• **Your goal**:
For the entries below, report every line that includes the word "PLACE".

== == ==

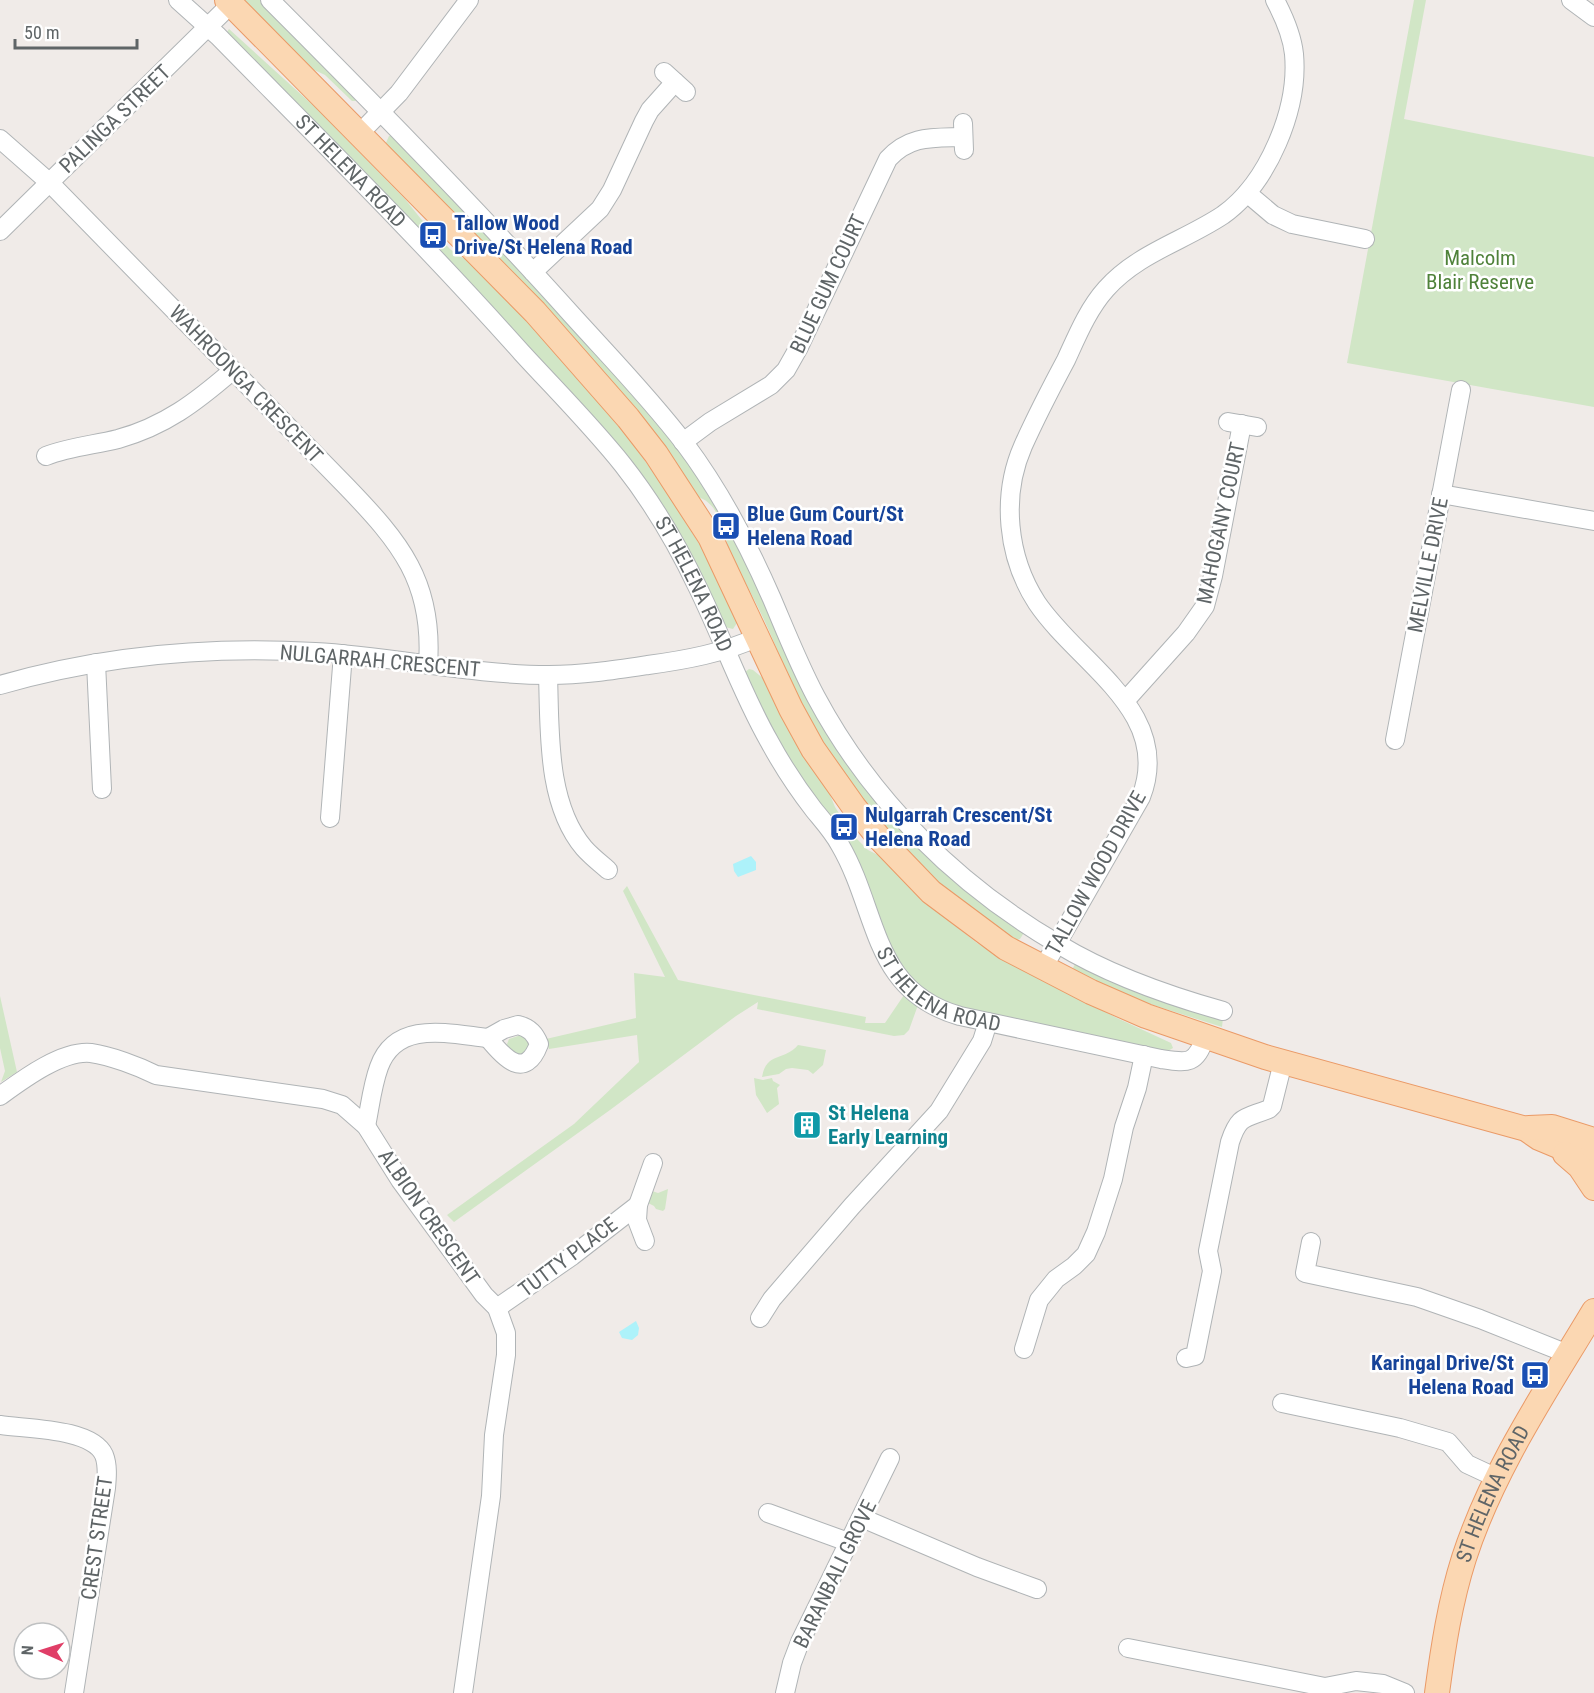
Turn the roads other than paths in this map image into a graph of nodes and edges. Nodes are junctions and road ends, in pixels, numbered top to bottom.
1 (178, 0) edge
2 (270, 0) edge
3 (469, 0) edge
4 (1275, 0) edge
5 (1571, 0) edge
6 (229, 2) edge
7 (1594, 17) edge
8 (208, 27) junction
9 (675, 82) dead end
10 (381, 112) junction
11 (359, 134) junction
12 (963, 137) dead end
13 (0, 139) edge
14 (50, 183) junction
15 (1248, 193) junction
16 (0, 231) edge
17 (1365, 239) dead end
18 (533, 272) junction
19 (232, 371) junction
20 (1461, 390) dead end
21 (1242, 424) dead end
22 (683, 442) junction
23 (46, 456) dead end
24 (1442, 494) junction
25 (1594, 521) edge
26 (758, 637) junction
27 (725, 650) junction
28 (343, 654) junction
29 (96, 663) junction
30 (428, 664) junction
31 (548, 675) junction
32 (0, 685) edge
33 (1125, 701) junction
34 (1395, 740) dead end
35 (102, 789) dead end
36 (330, 818) dead end
37 (608, 870) dead end
38 (1057, 944) junction
39 (1043, 968) junction
40 (1223, 1011) dead end
41 (988, 1022) junction
42 (488, 1038) dead end
43 (1205, 1038) junction
44 (1144, 1055) junction
45 (1283, 1062) junction
46 (0, 1096) edge
47 (366, 1126) junction
48 (1527, 1129) junction
49 (1594, 1140) edge
50 (1554, 1145) junction
51 (1594, 1161) edge
52 (653, 1163) dead end
53 (1594, 1188) edge
54 (638, 1205) junction
55 (645, 1241) dead end
56 (1311, 1242) dead end
57 (497, 1308) junction
58 (1594, 1311) edge
59 (760, 1318) dead end
60 (1024, 1349) dead end
61 (1568, 1354) junction
62 (1186, 1359) dead end
63 (1282, 1403) dead end
64 (0, 1425) edge
65 (890, 1458) dead end
66 (1497, 1478) junction
67 (768, 1513) dead end
68 (862, 1518) junction
69 (848, 1542) junction
70 (1037, 1589) dead end
71 (1128, 1648) dead end
72 (74, 1693) edge
73 (463, 1693) edge
74 (785, 1693) edge
75 (1405, 1693) edge
76 (1437, 1693) edge

1 - 8 street, ST HELENA ROAD
2 - 10 street
3 - 10 street
4 - 15 street, TALLOW WOOD DRIVE
5 - 7 street
6 - 8 street, PALINGA STREET
6 - 11 main road, ST HELENA ROAD
8 - 14 street, PALINGA STREET
8 - 27 street, ST HELENA ROAD
9 - 18 street
10 - 11 street
10 - 18 street
11 - 26 main road, ST HELENA ROAD
12 - 22 street, BLUE GUM COURT
13 - 14 street, WAHROONGA CRESCENT
14 - 16 street, PALINGA STREET
14 - 19 street, WAHROONGA CRESCENT
15 - 17 street
15 - 33 street, TALLOW WOOD DRIVE
18 - 22 street
19 - 23 street
19 - 30 street, WAHROONGA CRESCENT
20 - 24 street, MELVILLE DRIVE
21 - 33 street, MAHOGANY COURT
22 - 38 street
24 - 25 street
24 - 34 street, MELVILLE DRIVE
26 - 27 street, NULGARRAH CRESCENT
26 - 39 main road, ST HELENA ROAD
27 - 31 street, NULGARRAH CRESCENT
27 - 41 street, ST HELENA ROAD
28 - 29 street, NULGARRAH CRESCENT
28 - 30 street, NULGARRAH CRESCENT
28 - 36 street
29 - 32 street, NULGARRAH CRESCENT
29 - 35 street
30 - 31 street, NULGARRAH CRESCENT
31 - 37 street
33 - 38 street, TALLOW WOOD DRIVE
38 - 39 street, TALLOW WOOD DRIVE
38 - 40 street
39 - 43 main road, ST HELENA ROAD
41 - 44 street, ST HELENA ROAD
41 - 59 street
42 - 47 street
43 - 44 street, ST HELENA ROAD
43 - 45 main road, ST HELENA ROAD
44 - 60 street
45 - 48 main road, ST HELENA ROAD
45 - 62 street
46 - 47 street, ALBION CRESCENT
47 - 57 street, ALBION CRESCENT
48 - 49 main road, ST HELENA ROAD
48 - 50 main road, ST HELENA ROAD
50 - 51 main road, ST HELENA ROAD
50 - 53 main road
52 - 54 street, TUTTY PLACE
54 - 55 street, TUTTY PLACE
54 - 57 street, TUTTY PLACE
56 - 61 street
57 - 73 street, ALBION CRESCENT
58 - 61 main road, ST HELENA ROAD
61 - 66 main road, ST HELENA ROAD
63 - 66 street
64 - 72 street, CREST STREET
65 - 68 street, BARANBALI GROVE
66 - 76 main road, ST HELENA ROAD
67 - 69 street
68 - 69 street, BARANBALI GROVE
68 - 70 street
69 - 74 street, BARANBALI GROVE
71 - 75 street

== == ==

• **Problem solution**:
52 - 54 street, TUTTY PLACE
54 - 55 street, TUTTY PLACE
54 - 57 street, TUTTY PLACE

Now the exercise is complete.